The Capital Market’s Authority (CMA), in its soundness report for Q1 2018, is of the opinion this could affect Kenya which exports goods such as tea and coffee to the UK. Exports to the UK are expected to drop due to the decreased consumer and fiscal spending. The UK has been one of Kenya’s leading trading partners, although that is beginning to change.
A 2017 Economic Survey by KNBS shows that exports to the UK declined from 7.6 percent to 6.5 percent of the country’s total exports at the end of 2016. Imports from the UK also declined for the third consecutive year, dropping from 2.72 percent in 2015 to 2.34 percent in 2016.
On the other hand, imports from China stood at 23.57 percent of Kenya’s total imports at the end of 2016 making Kenya the leading destination of imports from China.
“The market share of trade with [the] UK is likely to further shrink with slowed economic growth.

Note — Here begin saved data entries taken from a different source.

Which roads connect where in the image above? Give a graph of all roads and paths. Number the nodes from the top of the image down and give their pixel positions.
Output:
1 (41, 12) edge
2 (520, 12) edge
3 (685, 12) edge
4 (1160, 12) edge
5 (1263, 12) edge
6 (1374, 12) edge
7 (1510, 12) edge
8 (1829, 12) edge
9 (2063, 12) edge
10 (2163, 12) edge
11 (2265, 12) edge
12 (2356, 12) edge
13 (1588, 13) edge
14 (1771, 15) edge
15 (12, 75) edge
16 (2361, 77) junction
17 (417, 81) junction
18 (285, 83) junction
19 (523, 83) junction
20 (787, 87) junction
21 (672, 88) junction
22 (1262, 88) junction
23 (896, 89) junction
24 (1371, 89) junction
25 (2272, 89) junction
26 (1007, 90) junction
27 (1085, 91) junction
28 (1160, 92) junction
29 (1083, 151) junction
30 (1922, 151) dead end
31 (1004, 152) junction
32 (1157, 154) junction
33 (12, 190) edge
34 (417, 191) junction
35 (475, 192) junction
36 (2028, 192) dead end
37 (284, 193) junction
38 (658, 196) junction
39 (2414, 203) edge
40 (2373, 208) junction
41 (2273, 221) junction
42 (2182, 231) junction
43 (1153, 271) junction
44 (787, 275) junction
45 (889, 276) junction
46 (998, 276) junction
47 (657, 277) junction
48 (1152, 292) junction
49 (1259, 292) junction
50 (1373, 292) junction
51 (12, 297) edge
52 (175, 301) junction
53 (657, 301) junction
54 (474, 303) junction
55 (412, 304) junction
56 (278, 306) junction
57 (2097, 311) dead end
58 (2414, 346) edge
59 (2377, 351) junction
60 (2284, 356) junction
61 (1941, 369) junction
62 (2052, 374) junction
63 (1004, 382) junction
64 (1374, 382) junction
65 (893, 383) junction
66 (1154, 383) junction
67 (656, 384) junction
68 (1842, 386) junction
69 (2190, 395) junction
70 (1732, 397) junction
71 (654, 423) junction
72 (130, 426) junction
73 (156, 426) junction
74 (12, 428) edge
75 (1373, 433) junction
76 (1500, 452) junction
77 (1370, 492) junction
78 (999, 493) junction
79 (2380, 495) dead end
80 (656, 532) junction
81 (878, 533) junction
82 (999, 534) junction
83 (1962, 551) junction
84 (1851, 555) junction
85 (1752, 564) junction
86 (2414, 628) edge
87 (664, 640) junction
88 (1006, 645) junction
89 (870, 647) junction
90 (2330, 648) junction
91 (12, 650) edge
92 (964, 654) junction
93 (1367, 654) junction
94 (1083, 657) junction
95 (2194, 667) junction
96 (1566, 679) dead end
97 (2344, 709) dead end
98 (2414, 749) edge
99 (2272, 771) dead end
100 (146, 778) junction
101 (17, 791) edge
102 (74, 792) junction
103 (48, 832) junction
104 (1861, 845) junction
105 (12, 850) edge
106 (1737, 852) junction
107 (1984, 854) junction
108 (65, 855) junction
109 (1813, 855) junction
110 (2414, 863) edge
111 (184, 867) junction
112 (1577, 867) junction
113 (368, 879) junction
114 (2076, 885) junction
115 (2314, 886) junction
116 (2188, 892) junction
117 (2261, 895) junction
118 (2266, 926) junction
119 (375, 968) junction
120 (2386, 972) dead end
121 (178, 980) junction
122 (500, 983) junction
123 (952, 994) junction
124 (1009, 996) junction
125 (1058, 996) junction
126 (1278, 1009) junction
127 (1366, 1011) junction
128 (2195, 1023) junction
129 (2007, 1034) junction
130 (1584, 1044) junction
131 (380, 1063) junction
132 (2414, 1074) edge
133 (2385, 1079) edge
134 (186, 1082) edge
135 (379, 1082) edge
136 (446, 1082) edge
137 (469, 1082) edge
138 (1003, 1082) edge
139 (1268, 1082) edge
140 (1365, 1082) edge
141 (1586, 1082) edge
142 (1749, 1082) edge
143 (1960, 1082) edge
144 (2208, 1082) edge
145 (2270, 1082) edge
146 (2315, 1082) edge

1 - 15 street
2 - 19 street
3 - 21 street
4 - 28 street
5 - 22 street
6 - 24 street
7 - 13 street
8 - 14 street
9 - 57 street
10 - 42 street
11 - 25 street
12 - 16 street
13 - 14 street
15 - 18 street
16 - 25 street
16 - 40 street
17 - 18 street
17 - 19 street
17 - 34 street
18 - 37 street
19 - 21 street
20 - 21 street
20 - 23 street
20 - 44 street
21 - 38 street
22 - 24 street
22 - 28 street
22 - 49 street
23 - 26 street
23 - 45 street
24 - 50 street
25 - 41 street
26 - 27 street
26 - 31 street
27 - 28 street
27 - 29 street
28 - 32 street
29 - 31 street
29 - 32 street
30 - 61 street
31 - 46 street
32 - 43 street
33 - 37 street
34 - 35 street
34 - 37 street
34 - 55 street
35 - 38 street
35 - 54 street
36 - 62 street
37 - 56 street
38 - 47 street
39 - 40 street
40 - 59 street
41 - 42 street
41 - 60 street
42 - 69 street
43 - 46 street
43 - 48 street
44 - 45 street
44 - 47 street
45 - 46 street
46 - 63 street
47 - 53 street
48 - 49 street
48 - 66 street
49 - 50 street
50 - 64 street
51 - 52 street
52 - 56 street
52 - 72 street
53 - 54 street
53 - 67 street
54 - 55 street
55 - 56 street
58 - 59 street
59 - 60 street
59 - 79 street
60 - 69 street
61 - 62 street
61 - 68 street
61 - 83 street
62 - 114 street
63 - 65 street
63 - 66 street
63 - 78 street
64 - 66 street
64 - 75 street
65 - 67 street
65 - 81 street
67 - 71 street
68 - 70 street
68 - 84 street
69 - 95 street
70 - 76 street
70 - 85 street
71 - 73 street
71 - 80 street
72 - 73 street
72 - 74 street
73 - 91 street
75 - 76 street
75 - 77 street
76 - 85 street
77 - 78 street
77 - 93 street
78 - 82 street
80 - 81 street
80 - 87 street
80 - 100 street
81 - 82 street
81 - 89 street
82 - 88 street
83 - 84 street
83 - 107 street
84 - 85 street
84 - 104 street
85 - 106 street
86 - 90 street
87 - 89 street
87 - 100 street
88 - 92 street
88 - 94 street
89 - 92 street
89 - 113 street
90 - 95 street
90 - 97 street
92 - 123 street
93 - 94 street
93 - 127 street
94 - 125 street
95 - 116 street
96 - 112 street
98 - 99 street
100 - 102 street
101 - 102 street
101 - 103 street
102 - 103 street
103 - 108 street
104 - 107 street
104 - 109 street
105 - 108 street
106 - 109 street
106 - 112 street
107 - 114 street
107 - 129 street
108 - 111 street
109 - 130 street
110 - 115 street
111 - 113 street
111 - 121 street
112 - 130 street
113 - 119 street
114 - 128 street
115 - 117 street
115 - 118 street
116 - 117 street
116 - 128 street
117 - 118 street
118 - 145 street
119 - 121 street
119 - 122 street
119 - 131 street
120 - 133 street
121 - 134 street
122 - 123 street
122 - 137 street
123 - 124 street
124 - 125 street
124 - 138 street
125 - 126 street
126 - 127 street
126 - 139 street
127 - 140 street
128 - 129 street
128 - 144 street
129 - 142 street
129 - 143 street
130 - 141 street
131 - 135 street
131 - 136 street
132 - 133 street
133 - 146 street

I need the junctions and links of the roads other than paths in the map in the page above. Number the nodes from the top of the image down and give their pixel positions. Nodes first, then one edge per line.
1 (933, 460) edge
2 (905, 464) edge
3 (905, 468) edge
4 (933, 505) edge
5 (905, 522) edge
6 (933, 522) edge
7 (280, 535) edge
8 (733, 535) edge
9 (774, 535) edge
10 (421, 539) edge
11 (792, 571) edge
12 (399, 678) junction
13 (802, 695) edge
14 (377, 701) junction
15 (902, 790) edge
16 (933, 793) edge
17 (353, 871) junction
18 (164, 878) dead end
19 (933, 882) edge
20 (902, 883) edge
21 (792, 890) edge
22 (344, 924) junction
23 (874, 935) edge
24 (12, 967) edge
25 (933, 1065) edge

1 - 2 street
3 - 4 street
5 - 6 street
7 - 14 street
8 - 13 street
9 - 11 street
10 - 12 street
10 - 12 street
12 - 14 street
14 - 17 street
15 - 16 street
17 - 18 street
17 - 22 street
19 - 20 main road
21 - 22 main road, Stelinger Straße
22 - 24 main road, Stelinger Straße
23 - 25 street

Against this backdrop the re-negotiation of post-Brexit trade deals should focus on devising new ways to maintain the current market share while identifying new avenues to expand trade,” states CMA’s report.
The Eurozone Economy
The CMA report also assesses the Eurozone economy, observing that the predicted slow growth could affect the EAC/EU Economic Partnership Agreement (EPA). The EU is the East African Community’s (EAC) largest trade partner with 25.3 percent of exports from the EAC going to the EU and 12.5 percent of EAC imports coming from the EU.
CMA recommends that Kenya should assess and diversify its trade partnerships to prevent any impact from decreased trade with the EU. Moreover, the Authority proposes a focus on intra-African trade via the African Continental Free Trade Area (AfCFTA) agreement signed in March this year.